2011 Latest Caselaw 785 Del

Citation : 2011 Latest Caselaw 785 Del
Judgement Date : 9 February, 2011

Delhi High Court
Union Of India & Ors. vs Harcharan Singh & Ors. on 9 February, 2011
Author: Anil Kumar
     *            IN THE HIGH COURT OF DELHI AT NEW DELHI

     +                     W.P. (Civil) No.7437 of 2010

     %                     Date of Decision: 09.02.2011

Union of India & Ors.                                        ....Petitioners

                        Through   Mr.R.V.Sinha &      Mr.Kumar     Rajesh
                                  Singh, Advocates.

                                    Versus

Harcharan Singh & Ors.                                ...... Respondents

                        Through   Mr.A.K.Trivedi, Advocate

CORAM:
HON'BLE MR. JUSTICE ANIL KUMAR
HON'BLE MS. JUSTICE VEENA BIRBAL

           Whether reporters of Local papers may be              YES
           allowed to see the judgment?
           To be referred to the reporter or not?                NO
           Whether the judgment should be reported               NO
           in the Digest?


ANIL KUMAR, J.

*

1. The petitioners, Union of India through General Manager,

Northern Railway & Ors., have challenged the order dated 4th June,

2010 passed by the Central Administrative Tribunal, Principal Bench,

New Delhi in OA No.1915 of 2010, titled 'Harcharan Singh & Others v.

Union of Indian & Ors.' directing the petitioners to consider the prayer

of the respondents to grant the increments between the intervening

period from the date of removal to the date of reinstatement in the light

of the Judgment of the Rajasthan High Court dated 25th September,

2007 which was upheld by the Supreme Court and if the respondents

are found to be similarly situated, then the same benefit be extended to

them.

2. The respondents had filed an Original Application before the

Central Administrative Tribunal contending inter-alia that they were

amongst those who were dismissed by the petitioners for participating

in the General Railways Employees Strike (Locomen Strike) in 1981.

According to the respondents, they were reinstated in November 1993,

however, they have not been given the benefits of the judgment of the

Supreme Court dated 5th August, 1993 in the matter of 'Union of India

& Anr. v. V.Raddappa & Ors. (Civil Appeal Nos.4681-82 of 1992)

whereby notional continuity from the date of termination till the date of

restoration for the purpose of calculation of pensionary benefits were

granted.

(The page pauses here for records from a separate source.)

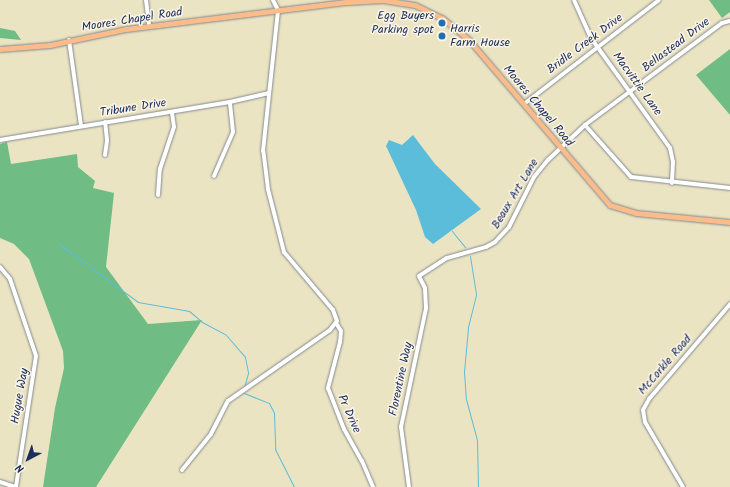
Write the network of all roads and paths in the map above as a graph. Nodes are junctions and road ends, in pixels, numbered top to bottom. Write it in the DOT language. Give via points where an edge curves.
graph roads {
  1 [pos="146,0"];
  2 [pos="273,0"];
  3 [pos="386,0"];
  4 [pos="574,0"];
  5 [pos="659,0"];
  6 [pos="278,10"];
  7 [pos="730,21"];
  8 [pos="149,26"];
  9 [pos="69,40"];
  10 [pos="597,47"];
  11 [pos="0,49"];
  12 [pos="630,92"];
  13 [pos="269,93"];
  14 [pos="230,102"];
  15 [pos="524,104"];
  16 [pos="172,112"];
  17 [pos="105,122"];
  18 [pos="585,125"];
  19 [pos="82,126"];
  20 [pos="0,140"];
  21 [pos="560,148"];
  22 [pos="105,155"];
  23 [pos="214,176"];
  24 [pos="672,183"];
  25 [pos="730,188"];
  26 [pos="158,195"];
  27 [pos="730,222"];
  28 [pos="0,267"];
  29 [pos="419,276"];
  30 [pos="730,304"];
  31 [pos="336,323"];
  32 [pos="182,470"];
  33 [pos="0,482"];
  34 [pos="15,487"];
  35 [pos="373,487"];
  36 [pos="409,487"];
  37 [pos="683,487"];
  1 -- 8 [label="street"];
  2 -- 6 [label="street"];
  3 -- 6 [label="main road, Moores Chapel Road"];
  3 -- 15 [label="main road, Moores Chapel Road" via="420,7 447,21 468,40"];
  4 -- 10 [label="street, Macvittie Lane" via="588,34"];
  5 -- 10 [label="street, Bridle Creek Drive"];
  6 -- 8 [label="main road, Moores Chapel Road"];
  6 -- 13 [label="street, Pr Drive"];
  7 -- 12 [label="street, Bellastead Drive" via="722,23"];
  8 -- 9 [label="main road, Moores Chapel Road"];
  9 -- 11 [label="main road, Moores Chapel Road" via="38,47"];
  9 -- 19 [label="street"];
  10 -- 12 [label="street, Macvittie Lane"];
  10 -- 15 [label="street, Bridle Creek Drive"];
  12 -- 18 [label="street, Bellastead Drive"];
  12 -- 24 [label="street, Macvittie Lane" via="670,148 673,162"];
  13 -- 14 [label="street, Tribune Drive"];
  13 -- 31 [label="street, Pr Drive" via="264,165 284,252 333,310"];
  14 -- 16 [label="street, Tribune Drive"];
  14 -- 23 [label="street" via="233,128"];
  15 -- 21 [label="main road, Moores Chapel Road"];
  16 -- 17 [label="street, Tribune Drive"];
  16 -- 26 [label="street" via="174,127 160,170"];
  17 -- 19 [label="street, Tribune Drive"];
  17 -- 22 [label="street"];
  18 -- 21 [label="street, Bellastead Drive"];
  18 -- 24 [label="street" via="631,177"];
  19 -- 20 [label="street, Tribune Drive"];
  21 -- 27 [label="main road, Moores Chapel Road" via="605,200 619,209"];
  21 -- 29 [label="street, Beaux Art Lane" via="534,177 519,209 502,235 486,247 447,258"];
  24 -- 25 [label="street"];
  28 -- 34 [label="street, Hugue Way" via="10,279 36,356"];
  29 -- 36 [label="street, Florentine Way" via="425,288 426,308 402,427"];
  30 -- 37 [label="street, McCorkle Road" via="648,399 643,410 645,422"];
  31 -- 32 [label="street" via="330,330 228,401 211,434"];
  31 -- 35 [label="street, Pr Drive" via="341,331 340,342 328,388 344,429"];
  33 -- 34 [label="street"];
}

The respondents contended that they are similarly situated

and are entitled for all the benefits which were granted by the Supreme

Court to the other employees.

3. The Original Application of the respondents was taken up for

consideration by the Central Administrative Tribunal on 4th June, 2010

and was disposed of without issuing a notice to the petitioners and

without taking into consideration any objections or opposition on their

behalf against the prayers made by the respondents.

4. The learned counsel for the petitioners has contended that the

claims of the respondents which have been allowed by the Central

Administrative Tribunal by allowing the OA No.1915 of 2010 were

barred by time as the application was filed by the respondents in 2010.

It is contended by the learned counsel for the petitioners that notice

was not issued by the Tribunal to them and the petition had been

decided merely on the basis of the averments made by the respondents.

5. Learned counsel for the respondents have admitted that notice

was not issued by the Tribunal to the petitioners and the order has

been passed to consider their claim, as the respondents are only

claiming that the benefit which has been given to similarly placed

employees be also granted to them in terms of order of the Supreme

Court as detailed hereinabove. Learned counsel has contended that the

claims of the respondents are not barred by time as has been alleged by

the petitioners. In any case the Tribunal has not granted the relief and

has only observed that the claim of the respondents be considered and

if the respondents are found to be similarly situated, then the benefit

extended to other similarly placed employees be also extended to them.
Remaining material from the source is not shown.